**Exercise**
Count up the lines below that hold "nodes", then give that count by itself.

* * *

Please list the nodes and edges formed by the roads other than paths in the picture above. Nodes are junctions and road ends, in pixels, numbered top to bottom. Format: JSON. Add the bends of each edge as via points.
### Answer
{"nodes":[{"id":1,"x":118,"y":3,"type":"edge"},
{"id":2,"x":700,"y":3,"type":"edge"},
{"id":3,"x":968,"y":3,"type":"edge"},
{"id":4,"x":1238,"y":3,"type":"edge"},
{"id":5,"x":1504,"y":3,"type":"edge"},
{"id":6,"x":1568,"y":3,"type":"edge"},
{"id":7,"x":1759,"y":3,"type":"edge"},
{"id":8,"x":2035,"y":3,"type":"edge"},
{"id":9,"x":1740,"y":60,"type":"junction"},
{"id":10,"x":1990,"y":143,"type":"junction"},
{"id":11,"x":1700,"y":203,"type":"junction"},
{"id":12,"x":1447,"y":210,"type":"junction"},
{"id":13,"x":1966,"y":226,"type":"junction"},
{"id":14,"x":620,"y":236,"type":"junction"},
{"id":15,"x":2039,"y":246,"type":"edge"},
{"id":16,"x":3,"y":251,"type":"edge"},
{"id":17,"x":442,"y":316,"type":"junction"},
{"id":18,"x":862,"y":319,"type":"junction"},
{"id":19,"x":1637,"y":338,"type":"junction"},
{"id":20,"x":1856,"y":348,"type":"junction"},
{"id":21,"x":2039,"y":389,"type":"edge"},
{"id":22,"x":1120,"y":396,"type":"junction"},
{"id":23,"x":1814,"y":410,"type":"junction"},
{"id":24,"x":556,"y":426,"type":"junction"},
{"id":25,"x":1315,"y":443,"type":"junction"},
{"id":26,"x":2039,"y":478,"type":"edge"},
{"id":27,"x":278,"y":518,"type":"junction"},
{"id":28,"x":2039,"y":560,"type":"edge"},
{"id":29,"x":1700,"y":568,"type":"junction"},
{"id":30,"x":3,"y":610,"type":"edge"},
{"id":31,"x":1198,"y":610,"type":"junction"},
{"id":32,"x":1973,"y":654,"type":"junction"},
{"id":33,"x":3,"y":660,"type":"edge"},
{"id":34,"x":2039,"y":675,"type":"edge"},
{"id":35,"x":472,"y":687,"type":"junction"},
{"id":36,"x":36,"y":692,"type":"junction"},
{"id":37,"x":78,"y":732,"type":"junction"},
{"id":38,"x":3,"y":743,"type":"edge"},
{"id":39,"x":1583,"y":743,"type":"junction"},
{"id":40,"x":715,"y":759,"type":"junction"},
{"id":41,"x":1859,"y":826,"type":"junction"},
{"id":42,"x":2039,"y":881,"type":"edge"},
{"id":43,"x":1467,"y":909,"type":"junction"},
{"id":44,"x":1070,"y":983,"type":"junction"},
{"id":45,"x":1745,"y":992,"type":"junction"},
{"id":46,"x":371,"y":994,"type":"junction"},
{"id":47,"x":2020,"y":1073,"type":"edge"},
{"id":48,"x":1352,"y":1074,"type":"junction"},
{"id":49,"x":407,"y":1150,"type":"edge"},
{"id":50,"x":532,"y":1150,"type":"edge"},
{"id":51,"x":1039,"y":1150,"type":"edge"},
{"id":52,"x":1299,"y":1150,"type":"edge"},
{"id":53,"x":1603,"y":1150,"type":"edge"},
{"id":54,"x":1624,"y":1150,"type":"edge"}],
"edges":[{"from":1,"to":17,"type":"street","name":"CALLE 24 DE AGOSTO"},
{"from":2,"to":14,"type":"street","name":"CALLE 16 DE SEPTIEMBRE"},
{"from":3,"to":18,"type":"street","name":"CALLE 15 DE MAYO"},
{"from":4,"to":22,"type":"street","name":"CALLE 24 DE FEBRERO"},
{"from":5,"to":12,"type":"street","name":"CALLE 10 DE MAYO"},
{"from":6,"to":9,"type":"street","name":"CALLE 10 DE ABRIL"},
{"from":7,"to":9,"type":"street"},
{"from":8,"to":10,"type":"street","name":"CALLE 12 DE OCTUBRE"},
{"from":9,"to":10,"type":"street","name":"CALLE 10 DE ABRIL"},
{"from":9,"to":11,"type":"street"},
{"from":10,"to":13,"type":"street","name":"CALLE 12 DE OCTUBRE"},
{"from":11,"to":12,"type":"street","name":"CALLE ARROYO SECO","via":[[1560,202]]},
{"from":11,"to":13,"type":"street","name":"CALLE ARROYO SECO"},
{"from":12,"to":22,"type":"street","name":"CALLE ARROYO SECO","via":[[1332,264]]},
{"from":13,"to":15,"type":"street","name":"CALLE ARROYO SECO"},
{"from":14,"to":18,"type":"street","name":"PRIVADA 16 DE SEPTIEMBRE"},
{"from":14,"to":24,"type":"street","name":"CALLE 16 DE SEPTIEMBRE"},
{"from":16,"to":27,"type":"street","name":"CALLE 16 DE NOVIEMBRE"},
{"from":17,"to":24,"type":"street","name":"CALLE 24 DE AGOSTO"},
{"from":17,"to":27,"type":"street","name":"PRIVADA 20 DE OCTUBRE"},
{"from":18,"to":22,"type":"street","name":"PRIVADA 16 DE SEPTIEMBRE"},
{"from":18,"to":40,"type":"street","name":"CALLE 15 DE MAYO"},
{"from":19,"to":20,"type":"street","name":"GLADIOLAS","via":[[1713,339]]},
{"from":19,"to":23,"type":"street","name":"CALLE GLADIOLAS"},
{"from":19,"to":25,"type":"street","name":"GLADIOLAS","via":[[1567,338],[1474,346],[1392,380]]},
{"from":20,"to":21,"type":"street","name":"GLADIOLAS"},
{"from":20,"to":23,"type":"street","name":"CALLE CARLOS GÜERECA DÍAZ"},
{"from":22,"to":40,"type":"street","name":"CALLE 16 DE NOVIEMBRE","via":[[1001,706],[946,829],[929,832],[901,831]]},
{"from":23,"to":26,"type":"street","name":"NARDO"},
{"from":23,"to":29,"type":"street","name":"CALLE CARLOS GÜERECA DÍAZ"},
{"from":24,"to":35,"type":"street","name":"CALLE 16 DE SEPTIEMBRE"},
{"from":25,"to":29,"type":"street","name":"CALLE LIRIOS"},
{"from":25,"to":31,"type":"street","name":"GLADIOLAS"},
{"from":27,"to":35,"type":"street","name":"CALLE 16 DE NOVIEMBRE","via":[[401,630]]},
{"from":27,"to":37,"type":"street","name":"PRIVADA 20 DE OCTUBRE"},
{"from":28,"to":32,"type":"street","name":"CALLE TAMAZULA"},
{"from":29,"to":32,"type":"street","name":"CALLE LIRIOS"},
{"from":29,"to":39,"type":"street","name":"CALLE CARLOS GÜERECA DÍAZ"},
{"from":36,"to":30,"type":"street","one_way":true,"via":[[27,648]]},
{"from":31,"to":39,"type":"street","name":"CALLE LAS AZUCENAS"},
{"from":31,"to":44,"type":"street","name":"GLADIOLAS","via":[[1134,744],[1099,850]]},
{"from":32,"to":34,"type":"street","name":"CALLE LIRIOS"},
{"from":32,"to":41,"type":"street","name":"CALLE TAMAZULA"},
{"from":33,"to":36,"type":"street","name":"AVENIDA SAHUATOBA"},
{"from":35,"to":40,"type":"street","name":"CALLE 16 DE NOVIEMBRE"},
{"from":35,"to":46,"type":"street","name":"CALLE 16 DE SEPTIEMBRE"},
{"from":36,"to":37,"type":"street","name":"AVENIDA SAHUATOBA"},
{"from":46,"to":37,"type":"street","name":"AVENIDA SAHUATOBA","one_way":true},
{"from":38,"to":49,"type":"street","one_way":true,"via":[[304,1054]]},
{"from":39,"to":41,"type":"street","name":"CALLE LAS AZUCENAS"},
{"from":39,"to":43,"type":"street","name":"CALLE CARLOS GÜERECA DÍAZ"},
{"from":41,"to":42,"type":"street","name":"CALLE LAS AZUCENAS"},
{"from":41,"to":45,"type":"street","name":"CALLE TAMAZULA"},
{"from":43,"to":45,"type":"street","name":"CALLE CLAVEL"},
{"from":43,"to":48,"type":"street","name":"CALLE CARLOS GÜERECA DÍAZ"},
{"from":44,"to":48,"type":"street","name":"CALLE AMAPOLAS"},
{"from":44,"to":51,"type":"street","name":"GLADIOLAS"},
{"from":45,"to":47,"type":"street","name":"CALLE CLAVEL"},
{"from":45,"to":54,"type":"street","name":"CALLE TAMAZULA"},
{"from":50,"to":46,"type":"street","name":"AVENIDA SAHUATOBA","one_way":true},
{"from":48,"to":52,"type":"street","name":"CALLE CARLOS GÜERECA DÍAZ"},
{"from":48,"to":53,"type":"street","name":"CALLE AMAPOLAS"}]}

* * *

**Exercise output**
2